Rachmaninov - Franck Cello Sonatas. Steven Isserlis and Stephen Hough. © 2003 Hyperion Records Ltd

On the rare occasion a recording comes along that preserves, for generations to come, the playing of an equally rare artist. In the case of this extraordinary recital, there is a bonus: the stratospheric musicianship of two equally gifted collaborators, cellist Steven Isserlis and pianist Stephen Hough [listen -- track 3, 0:02-1:21].

Mr Isserlis is a remarkable musician, and in Mr Hough, the celebrated pianist, he has found an ideal partner. Hardly one to wear his heart on his sleeve, Mr Isserlis's approach to music, at once vibrant and imaginative, combines the greatest interpretive refinement with near lapidary craftsmanship. Refusing to settle for a beautiful sound or the big gesture, he embraces a kind of tensile athleticism wed to an uncanny ability to illuminate a phrase from within, much in the way that chiaroscuro throws a human subject into lifelike relief.

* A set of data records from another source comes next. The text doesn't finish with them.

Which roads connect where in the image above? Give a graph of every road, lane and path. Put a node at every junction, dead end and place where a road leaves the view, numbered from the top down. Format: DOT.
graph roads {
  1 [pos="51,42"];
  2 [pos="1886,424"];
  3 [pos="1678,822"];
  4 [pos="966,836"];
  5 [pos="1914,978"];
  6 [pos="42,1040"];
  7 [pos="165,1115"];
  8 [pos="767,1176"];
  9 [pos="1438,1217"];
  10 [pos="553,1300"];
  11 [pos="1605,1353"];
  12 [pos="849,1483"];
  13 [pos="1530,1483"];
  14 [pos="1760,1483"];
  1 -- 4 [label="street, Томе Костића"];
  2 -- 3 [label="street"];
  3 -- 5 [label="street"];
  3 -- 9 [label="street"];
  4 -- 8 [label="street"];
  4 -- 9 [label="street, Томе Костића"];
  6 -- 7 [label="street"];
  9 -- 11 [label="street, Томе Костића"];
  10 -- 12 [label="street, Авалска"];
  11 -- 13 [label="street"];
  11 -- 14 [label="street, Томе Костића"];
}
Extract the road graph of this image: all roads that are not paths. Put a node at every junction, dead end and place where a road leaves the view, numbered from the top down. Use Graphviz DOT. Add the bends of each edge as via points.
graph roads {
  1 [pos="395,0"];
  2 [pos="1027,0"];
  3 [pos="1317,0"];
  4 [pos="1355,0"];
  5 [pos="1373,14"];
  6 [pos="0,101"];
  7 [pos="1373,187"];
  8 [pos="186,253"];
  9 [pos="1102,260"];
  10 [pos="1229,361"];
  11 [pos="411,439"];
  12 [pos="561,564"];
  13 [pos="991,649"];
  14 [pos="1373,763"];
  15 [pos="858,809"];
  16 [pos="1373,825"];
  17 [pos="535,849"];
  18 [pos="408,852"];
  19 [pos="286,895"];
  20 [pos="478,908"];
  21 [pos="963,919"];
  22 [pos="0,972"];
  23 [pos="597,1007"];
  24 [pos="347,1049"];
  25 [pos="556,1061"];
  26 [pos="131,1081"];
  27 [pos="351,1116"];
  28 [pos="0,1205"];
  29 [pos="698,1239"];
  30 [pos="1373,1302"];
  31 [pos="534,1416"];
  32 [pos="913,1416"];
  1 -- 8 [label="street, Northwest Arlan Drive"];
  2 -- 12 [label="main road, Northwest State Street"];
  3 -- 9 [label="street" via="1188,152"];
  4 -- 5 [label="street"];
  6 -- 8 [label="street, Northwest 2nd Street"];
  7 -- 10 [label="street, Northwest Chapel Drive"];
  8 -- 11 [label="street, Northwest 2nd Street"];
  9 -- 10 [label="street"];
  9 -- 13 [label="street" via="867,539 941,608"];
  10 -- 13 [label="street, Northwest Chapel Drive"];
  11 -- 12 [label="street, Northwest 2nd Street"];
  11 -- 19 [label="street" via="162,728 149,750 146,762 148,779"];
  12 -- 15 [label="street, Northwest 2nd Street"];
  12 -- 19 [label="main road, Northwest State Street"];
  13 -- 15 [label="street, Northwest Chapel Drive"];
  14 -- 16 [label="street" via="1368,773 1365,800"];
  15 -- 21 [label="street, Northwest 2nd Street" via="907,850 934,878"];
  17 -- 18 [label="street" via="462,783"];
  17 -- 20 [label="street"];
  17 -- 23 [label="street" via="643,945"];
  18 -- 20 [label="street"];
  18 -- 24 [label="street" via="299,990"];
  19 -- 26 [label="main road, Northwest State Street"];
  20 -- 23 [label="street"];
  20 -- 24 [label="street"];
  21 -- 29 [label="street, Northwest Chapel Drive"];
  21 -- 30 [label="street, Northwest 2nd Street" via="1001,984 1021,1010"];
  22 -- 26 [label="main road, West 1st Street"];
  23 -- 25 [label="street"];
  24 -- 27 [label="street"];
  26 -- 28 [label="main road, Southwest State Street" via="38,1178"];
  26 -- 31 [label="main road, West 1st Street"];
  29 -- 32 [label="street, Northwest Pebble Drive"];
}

Mr Isserlis is a throwback of sorts. For his subtle plasticity, rich exploration of compositional events, and command of inflection, he brings to mind the music making of great artists long dead, not the least of whom are the French pianist Alfred Cortot and the Russian conductor Evgeni Mravinsky. Not a measure goes by that isn't exploited for what makes it tick. Perhaps most notable is Mr Isserlis's ability to build and then sustain a climax as if by stealth; just as you think he's reached the apex, he identifies some new and unexpected musical relationship. Indeed, for him music is a shaded mosaic of contrasts that refracts tone just as a prism does light, now illuminating this or that hidden recess.

What sets these performances apart from others is an attitude. Isserlis and Hough treat each of these sonatas as real chamber music, rather than an ersatz piano concerto with cello obbligato, which has become all but the style du jour. That's especially relevant, given that Mr Hough, a super-virtuoso, refuses to show off his technical abilities in the litany of scales and furious fortissimos that populate the work, preferring instead to listen with care to what Mr Isserlis has to say about things. To be sure, Mr Hough's mercurial and civilized playing has its advantages in music laden with so many notes and massive chords that could easily drown out his partner.